What you need to do: Wherever a line in the records contains the word "Howard", return that line.

Stored records
--------------------------------

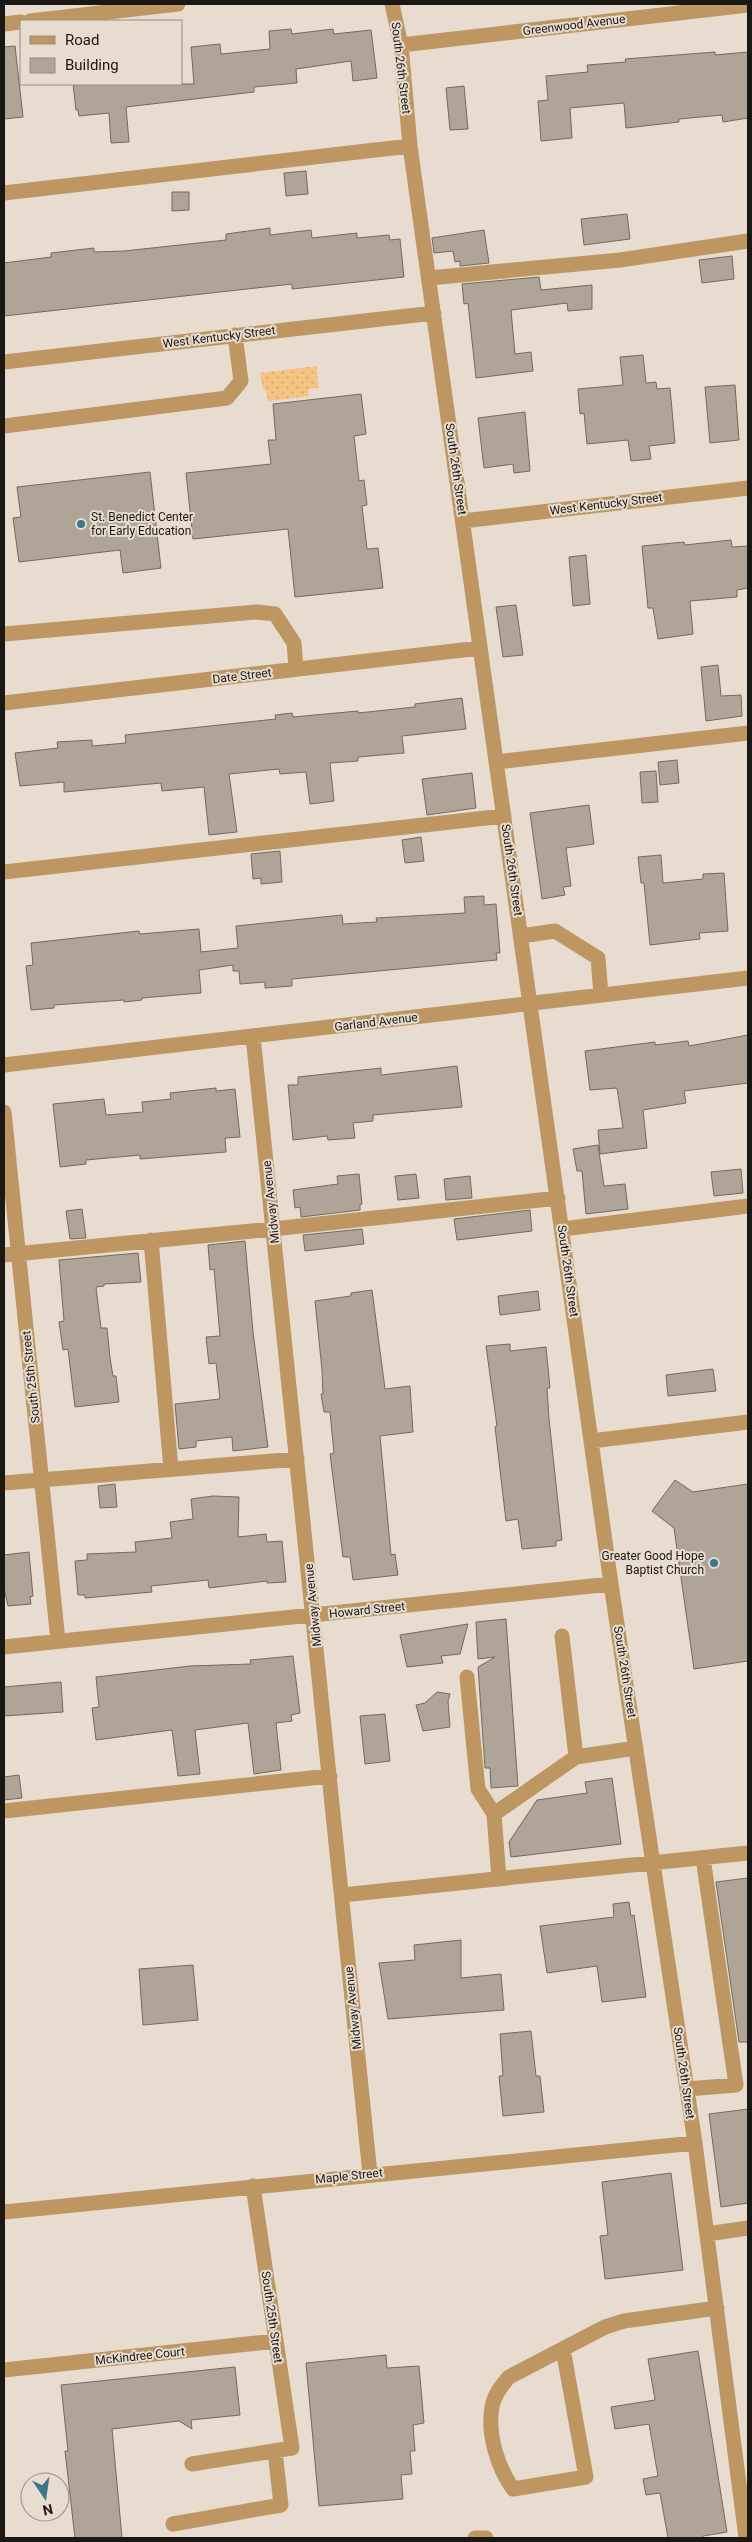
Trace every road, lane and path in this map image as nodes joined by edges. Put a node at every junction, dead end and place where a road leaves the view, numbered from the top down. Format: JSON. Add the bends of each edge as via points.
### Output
{"nodes":[{"id":1,"x":178,"y":4,"type":"edge"},
{"id":2,"x":392,"y":4,"type":"edge"},
{"id":3,"x":748,"y":5,"type":"edge"},
{"id":4,"x":39,"y":20,"type":"edge"},
{"id":5,"x":20,"y":22,"type":"edge"},
{"id":6,"x":4,"y":24,"type":"edge"},
{"id":7,"x":400,"y":45,"type":"junction"},
{"id":8,"x":410,"y":146,"type":"junction"},
{"id":9,"x":4,"y":193,"type":"edge"},
{"id":10,"x":748,"y":241,"type":"edge"},
{"id":11,"x":429,"y":278,"type":"junction"},
{"id":12,"x":434,"y":313,"type":"junction"},
{"id":13,"x":235,"y":336,"type":"junction"},
{"id":14,"x":4,"y":362,"type":"edge"},
{"id":15,"x":4,"y":426,"type":"edge"},
{"id":16,"x":748,"y":488,"type":"edge"},
{"id":17,"x":463,"y":521,"type":"junction"},
{"id":18,"x":4,"y":634,"type":"edge"},
{"id":19,"x":480,"y":648,"type":"junction"},
{"id":20,"x":296,"y":669,"type":"junction"},
{"id":21,"x":4,"y":703,"type":"edge"},
{"id":22,"x":748,"y":733,"type":"edge"},
{"id":23,"x":496,"y":762,"type":"junction"},
{"id":24,"x":504,"y":816,"type":"junction"},
{"id":25,"x":4,"y":872,"type":"edge"},
{"id":26,"x":521,"y":936,"type":"junction"},
{"id":27,"x":748,"y":978,"type":"edge"},
{"id":28,"x":601,"y":995,"type":"junction"},
{"id":29,"x":531,"y":1004,"type":"junction"},
{"id":30,"x":253,"y":1036,"type":"junction"},
{"id":31,"x":4,"y":1065,"type":"edge"},
{"id":32,"x":4,"y":1112,"type":"edge"},
{"id":33,"x":558,"y":1198,"type":"junction"},
{"id":34,"x":748,"y":1206,"type":"edge"},
{"id":35,"x":273,"y":1229,"type":"junction"},
{"id":36,"x":562,"y":1229,"type":"junction"},
{"id":37,"x":151,"y":1240,"type":"junction"},
{"id":38,"x":11,"y":1254,"type":"edge"},
{"id":39,"x":748,"y":1422,"type":"edge"},
{"id":40,"x":591,"y":1440,"type":"junction"},
{"id":41,"x":297,"y":1459,"type":"junction"},
{"id":42,"x":170,"y":1469,"type":"junction"},
{"id":43,"x":41,"y":1479,"type":"junction"},
{"id":44,"x":4,"y":1483,"type":"edge"},
{"id":45,"x":611,"y":1584,"type":"junction"},
{"id":46,"x":314,"y":1615,"type":"junction"},
{"id":47,"x":562,"y":1636,"type":"dead end"},
{"id":48,"x":58,"y":1641,"type":"junction"},
{"id":49,"x":4,"y":1647,"type":"edge"},
{"id":50,"x":468,"y":1677,"type":"dead end"},
{"id":51,"x":636,"y":1748,"type":"junction"},
{"id":52,"x":576,"y":1758,"type":"junction"},
{"id":53,"x":330,"y":1776,"type":"junction"},
{"id":54,"x":4,"y":1811,"type":"edge"},
{"id":55,"x":494,"y":1814,"type":"junction"},
{"id":56,"x":748,"y":1853,"type":"edge"},
{"id":57,"x":702,"y":1858,"type":"junction"},
{"id":58,"x":653,"y":1863,"type":"junction"},
{"id":59,"x":499,"y":1879,"type":"junction"},
{"id":60,"x":342,"y":1895,"type":"junction"},
{"id":61,"x":742,"y":2086,"type":"edge"},
{"id":62,"x":687,"y":2089,"type":"junction"},
{"id":63,"x":694,"y":2143,"type":"junction"},
{"id":64,"x":370,"y":2174,"type":"junction"},
{"id":65,"x":253,"y":2186,"type":"junction"},
{"id":66,"x":4,"y":2212,"type":"edge"},
{"id":67,"x":748,"y":2228,"type":"edge"},
{"id":68,"x":707,"y":2234,"type":"junction"},
{"id":69,"x":717,"y":2308,"type":"junction"},
{"id":70,"x":276,"y":2341,"type":"junction"},
{"id":71,"x":563,"y":2349,"type":"junction"},
{"id":72,"x":4,"y":2370,"type":"edge"},
{"id":73,"x":275,"y":2451,"type":"junction"},
{"id":74,"x":192,"y":2464,"type":"dead end"},
{"id":75,"x":173,"y":2524,"type":"dead end"},
{"id":76,"x":475,"y":2538,"type":"edge"},
{"id":77,"x":486,"y":2538,"type":"edge"},
{"id":78,"x":746,"y":2538,"type":"edge"}],
"edges":[{"from":1,"to":4,"type":"street"},
{"from":2,"to":7,"type":"street","name":"South 26th Street"},
{"from":3,"to":7,"type":"street","name":"Greenwood Avenue"},
{"from":5,"to":6,"type":"street"},
{"from":7,"to":8,"type":"street","name":"South 26th Street"},
{"from":8,"to":9,"type":"street"},
{"from":8,"to":11,"type":"street","name":"South 26th Street"},
{"from":10,"to":11,"type":"street","via":[[620,260]]},
{"from":11,"to":12,"type":"street","name":"South 26th Street"},
{"from":12,"to":13,"type":"street","name":"West Kentucky Street"},
{"from":12,"to":17,"type":"street","name":"South 26th Street"},
{"from":13,"to":14,"type":"street","name":"West Kentucky Street"},
{"from":13,"to":15,"type":"street","via":[[241,381],[227,398]]},
{"from":16,"to":17,"type":"street","name":"West Kentucky Street"},
{"from":17,"to":19,"type":"street","name":"South 26th Street"},
{"from":18,"to":20,"type":"street","via":[[257,612],[275,614],[294,643]]},
{"from":19,"to":20,"type":"street","name":"Date Street"},
{"from":19,"to":23,"type":"street","name":"South 26th Street"},
{"from":20,"to":21,"type":"street","name":"Date Street"},
{"from":22,"to":23,"type":"street"},
{"from":23,"to":24,"type":"street","name":"South 26th Street"},
{"from":24,"to":25,"type":"street"},
{"from":24,"to":26,"type":"street","name":"South 26th Street"},
{"from":26,"to":28,"type":"street","via":[[555,931],[598,958]]},
{"from":26,"to":29,"type":"street","name":"South 26th Street"},
{"from":27,"to":28,"type":"street","name":"Garland Avenue"},
{"from":28,"to":29,"type":"street","name":"Garland Avenue"},
{"from":29,"to":30,"type":"street","name":"Garland Avenue"},
{"from":29,"to":33,"type":"street","name":"South 26th Street"},
{"from":30,"to":31,"type":"street","name":"Garland Avenue"},
{"from":30,"to":35,"type":"street","name":"Midway Avenue"},
{"from":32,"to":38,"type":"street","name":"South 25th Street"},
{"from":33,"to":35,"type":"street"},
{"from":33,"to":36,"type":"street","name":"South 26th Street"},
{"from":34,"to":36,"type":"street"},
{"from":35,"to":37,"type":"street"},
{"from":35,"to":41,"type":"street","name":"Midway Avenue"},
{"from":36,"to":40,"type":"street","name":"South 26th Street"},
{"from":37,"to":38,"type":"street"},
{"from":37,"to":42,"type":"street"},
{"from":38,"to":43,"type":"street","name":"South 25th Street"},
{"from":39,"to":40,"type":"street"},
{"from":40,"to":45,"type":"street","name":"South 26th Street"},
{"from":41,"to":42,"type":"street"},
{"from":41,"to":46,"type":"street","name":"Midway Avenue"},
{"from":42,"to":43,"type":"street"},
{"from":43,"to":44,"type":"street"},
{"from":43,"to":48,"type":"street","name":"South 25th Street"},
{"from":45,"to":46,"type":"street","name":"Howard Street"},
{"from":45,"to":51,"type":"street","name":"South 26th Street"},
{"from":46,"to":48,"type":"street","name":"Howard Street"},
{"from":46,"to":53,"type":"street","name":"Midway Avenue"},
{"from":47,"to":52,"type":"street"},
{"from":48,"to":49,"type":"street","name":"Howard Street"},
{"from":50,"to":55,"type":"street","via":[[478,1789]]},
{"from":51,"to":52,"type":"street"},
{"from":51,"to":58,"type":"street","name":"South 26th Street"},
{"from":52,"to":55,"type":"street"},
{"from":53,"to":54,"type":"street"},
{"from":53,"to":60,"type":"street","name":"Midway Avenue"},
{"from":55,"to":59,"type":"street"},
{"from":56,"to":57,"type":"street"},
{"from":57,"to":58,"type":"street"},
{"from":57,"to":61,"type":"street"},
{"from":58,"to":59,"type":"street"},
{"from":58,"to":62,"type":"street","name":"South 26th Street"},
{"from":59,"to":60,"type":"street"},
{"from":60,"to":64,"type":"street","name":"Midway Avenue"},
{"from":61,"to":62,"type":"street"},
{"from":62,"to":63,"type":"street","name":"South 26th Street"},
{"from":63,"to":64,"type":"street","name":"Maple Street"},
{"from":63,"to":68,"type":"street","name":"South 26th Street"},
{"from":64,"to":65,"type":"street","name":"Maple Street"},
{"from":65,"to":66,"type":"street","name":"Maple Street"},
{"from":65,"to":70,"type":"street","name":"South 25th Street"},
{"from":67,"to":68,"type":"street"},
{"from":68,"to":69,"type":"street","name":"South 26th Street"},
{"from":69,"to":71,"type":"street","via":[[624,2321]]},
{"from":69,"to":78,"type":"street","name":"South 26th Street"},
{"from":70,"to":72,"type":"street","name":"McKindree Court"},
{"from":70,"to":73,"type":"street","name":"South 25th Street","via":[[292,2448]]},
{"from":71,"to":71,"type":"street","via":[[509,2377],[498,2390],[492,2408],[492,2435],[504,2476],[513,2489],[586,2477]]},
{"from":73,"to":74,"type":"street"},
{"from":73,"to":75,"type":"street","via":[[281,2505]]},
{"from":76,"to":77,"type":"street"}]}
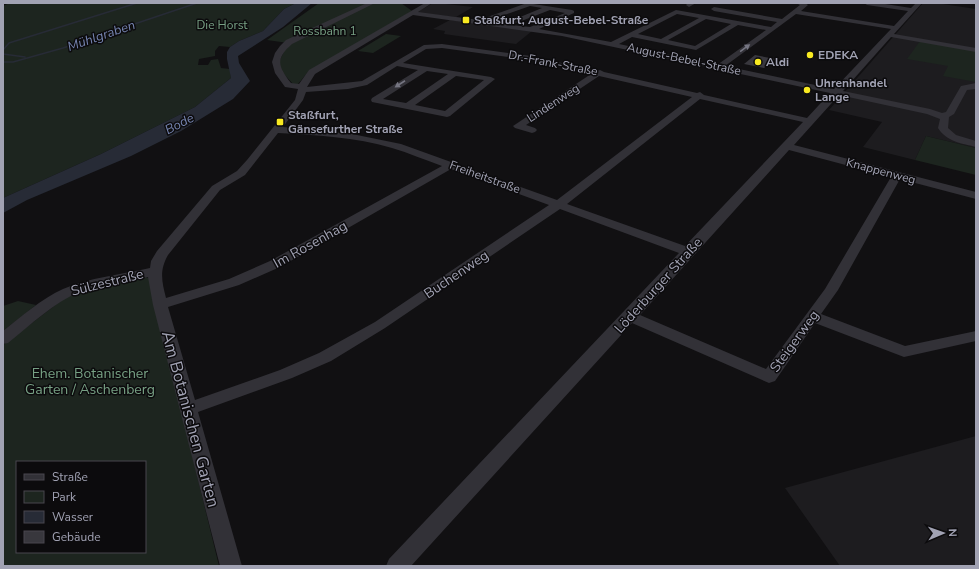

--------------------------------

Result of the exercise:
{"from":45,"to":46,"type":"street","name":"Howard Street"},
{"from":46,"to":48,"type":"street","name":"Howard Street"},
{"from":48,"to":49,"type":"street","name":"Howard Street"},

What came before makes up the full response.